Apesar de ser uma disciplina presencial, fazia-se muito pertinente promover vínculos e momentos de participação e construção on-line. Foi introduzido o Ambiente Virtual de Aprendizagem Moodle, já amplamente utilizado na UFBA, mas que ainda não fazia parte do cotidiano deste curso. Após criar um ambiente para esta disciplina dentro do Moodle da universidade, foram disponibilizados diversos materiais (textos, vídeos, links...) e alguns fóruns temáticos.
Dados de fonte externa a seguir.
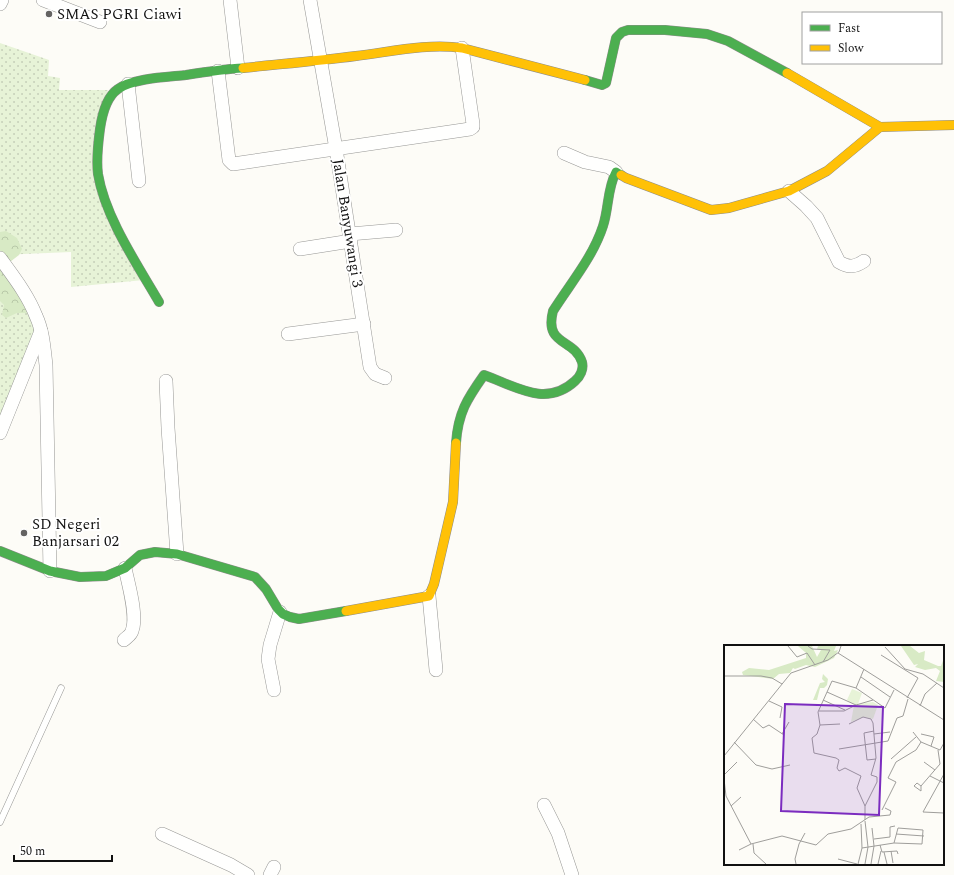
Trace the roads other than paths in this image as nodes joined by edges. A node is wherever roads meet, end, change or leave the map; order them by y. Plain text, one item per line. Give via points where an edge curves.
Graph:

Além disso, como existem evidências de que os blogs podem ser espaços precursores para reflexões e externalização dos dilemas docentes53, solicitou-se que cada cursista criasse o seu blog, para que nele pudesse externar suas reflexões, suas compreensões sobre os temas discutidos, angústias e descobertas. Os endereços dos blogs de cada cursista da turma (APÊNDICE F) foram disponibilizados no ambiente do curso54, a fim de que todos pudessem transitar por entre eles, comentando seus conteúdos e tecendo reflexões conjuntas.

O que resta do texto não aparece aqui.